Ask HN: AI productivity gains – do you fire devs or build better products?

Economic framing: productivity vs profit

  • Several argue a 90% coding productivity gain does not imply 90% more profit; markets are bounded by TAM and user time (e.g., social media caps).
  • In some industries, higher productivity just shortens asset lifetimes and triggers cost/tax adjustments; analogies drawn to tech where user bases can’t double.
  • Layoffs are seen as a rational way to improve margins when growth is limited; AI provides a narrative cover to “lose weight” for shareholders.

Fire devs or build better products?

  • Many call this a false dichotomy: if a company is firing “to save a buck,” it’s often already past serious product improvement.
  • Some suggest firing anyone who doesn’t adopt AI; others counter that outcomes matter more than tool choice.
  • Layoffs won’t stop with devs: if fewer engineers are needed, fewer PMs and UX staff may also be required.
  • Public companies are expected to take short-term savings; smaller firms and co-ops may instead keep teams and use AI to outbuild incumbents.

Actual productivity gains with AI

  • Reports range from mild (AI as “Google on steroids,” 25–50% faster) to dramatic (half-sized teams moving ~4x faster, solo devs shipping in weeks).
  • Gains are largest for boilerplate, scaffolding, documentation, tests, refactors, exploration of unfamiliar stacks, and non-code tasks (email, spreadsheets, prototypes).
  • Several emphasize that planning, architecture, specs, and tight iteration loops are still done by humans; AI is likened to a very fast but sloppy junior.

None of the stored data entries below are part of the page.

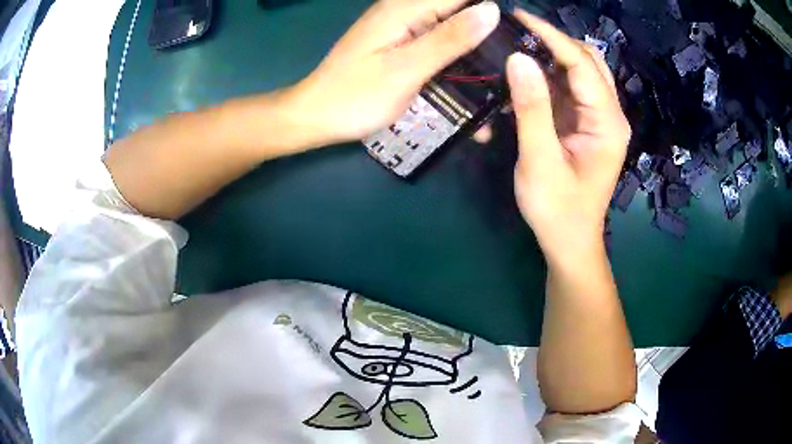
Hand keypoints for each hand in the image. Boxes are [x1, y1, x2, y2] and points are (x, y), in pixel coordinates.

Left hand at [289, 0, 499, 144]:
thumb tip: (491, 10)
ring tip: (503, 77)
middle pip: (459, 11)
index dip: (493, 9)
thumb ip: (449, 38)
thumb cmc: (355, 96)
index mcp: (405, 9)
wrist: (316, 116)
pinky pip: (437, 45)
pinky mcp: (401, 46)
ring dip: (475, 50)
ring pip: (451, 29)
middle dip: (489, 33)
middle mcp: (405, 12)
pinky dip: (456, 60)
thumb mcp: (406, 68)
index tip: (522, 33)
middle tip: (517, 63)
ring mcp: (403, 30)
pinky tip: (472, 82)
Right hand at [506, 11, 629, 263]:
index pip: (582, 64)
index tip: (519, 16)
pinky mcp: (586, 125)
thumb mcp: (539, 161)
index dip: (551, 36)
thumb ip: (532, 108)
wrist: (569, 241)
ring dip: (550, 58)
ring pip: (578, 72)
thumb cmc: (557, 210)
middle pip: (587, 61)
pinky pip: (569, 90)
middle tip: (517, 32)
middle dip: (554, 42)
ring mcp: (599, 119)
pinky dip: (548, 79)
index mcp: (607, 123)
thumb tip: (518, 59)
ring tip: (517, 49)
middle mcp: (609, 115)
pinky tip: (525, 80)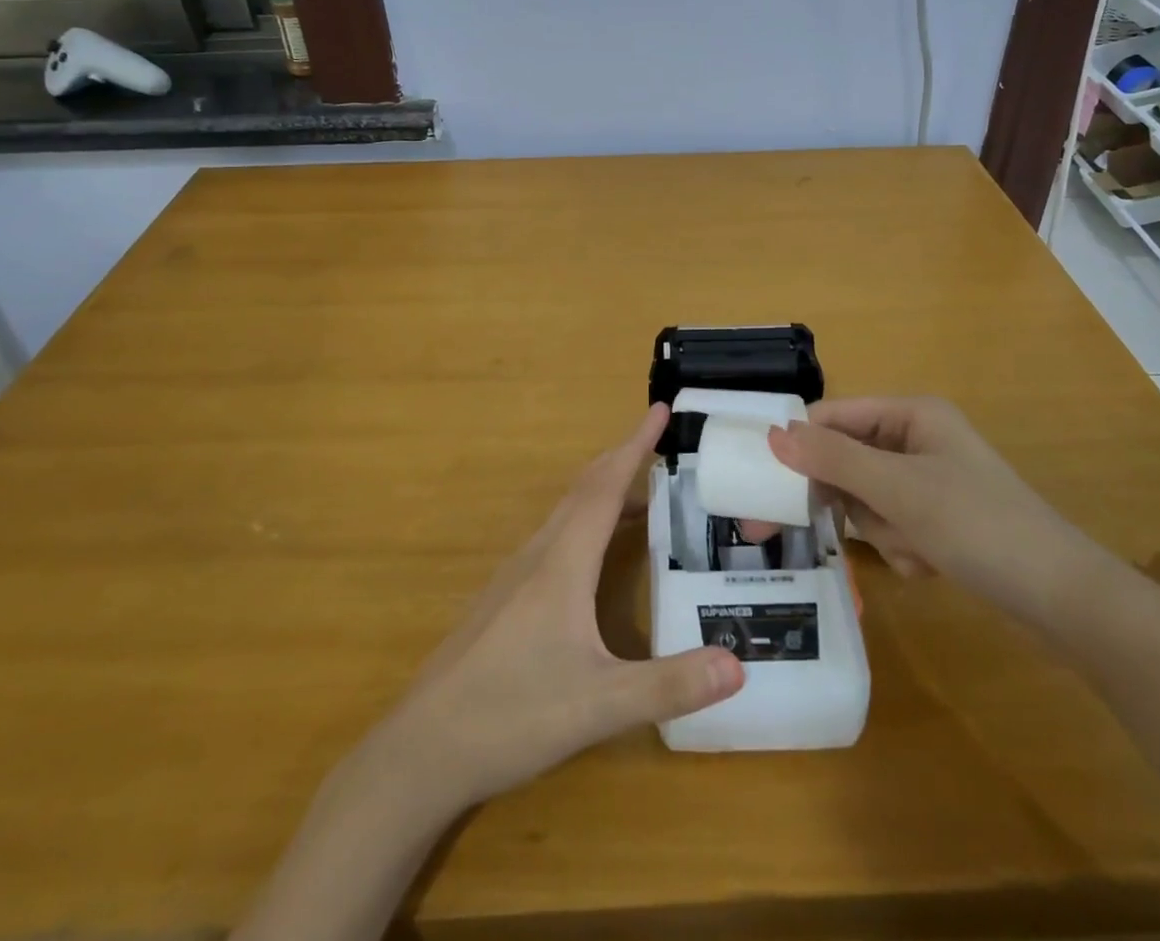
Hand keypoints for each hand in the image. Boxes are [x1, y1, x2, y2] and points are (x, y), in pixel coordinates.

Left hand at [378, 405, 743, 809]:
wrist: (422, 750)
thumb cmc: (510, 715)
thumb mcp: (598, 705)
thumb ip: (668, 686)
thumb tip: (738, 664)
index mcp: (562, 562)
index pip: (605, 486)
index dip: (635, 445)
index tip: (660, 409)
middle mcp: (538, 555)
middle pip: (584, 490)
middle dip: (623, 459)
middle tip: (661, 444)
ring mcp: (515, 576)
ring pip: (566, 514)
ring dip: (604, 492)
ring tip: (643, 497)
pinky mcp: (504, 600)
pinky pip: (554, 539)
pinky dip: (585, 523)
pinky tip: (595, 556)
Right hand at [769, 396, 1118, 629]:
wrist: (1064, 599)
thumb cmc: (978, 526)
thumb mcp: (898, 490)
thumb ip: (832, 460)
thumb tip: (773, 435)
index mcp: (911, 414)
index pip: (833, 417)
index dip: (801, 446)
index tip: (767, 484)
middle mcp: (918, 438)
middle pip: (847, 460)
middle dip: (851, 501)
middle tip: (825, 530)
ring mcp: (929, 479)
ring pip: (867, 498)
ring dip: (880, 529)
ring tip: (913, 549)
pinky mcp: (939, 516)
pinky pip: (892, 523)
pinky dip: (901, 546)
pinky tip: (928, 563)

Code quality, maintainability, and limits

  • Strong skepticism: many see AI output as unmaintainable, insecure, brittle, and overconfident, with tests that only validate its own code.
  • Common complaints: non-compiling code, missed edge cases, bad performance, poor architecture, “vibe-coded” messes that are hard to extend.
  • Others say they get better quality than from average devs by:
    • Writing detailed specs and dependency graphs first.
    • Incremental spec–implementation–evaluation loops.
    • Treating AI strictly as an assistant, not an autonomous coder.
  • Consensus that you still must review every change “like a junior dev,” especially for long-lived systems.

Where AI helps vs. hurts

  • Most agree AI is better for greenfield and throwaway/MVP work than for complex brownfield maintenance.
  • Some use it to tackle legacy tech debt and say it’s effective there; others find it weak on existing large codebases.
  • There’s concern that cheaper code just accelerates production of low-value or “bullshit” apps; code remains a liability that must be maintained.

Impact on roles, teams, and market

  • Seniors and strong architects appear to benefit most; junior/frontend-only roles are seen as especially vulnerable.
  • Some predict smaller, more focused teams (e.g., splitting 4 devs into 2+2 with clear remits) and more solo/small-team products.
  • Hardware and token limits are mentioned as a current bottleneck; unclear how this evolves.
  • Overall economic impact and failure/success rates of “vibecoded” startups are seen as unclear; commenters call for real longitudinal data.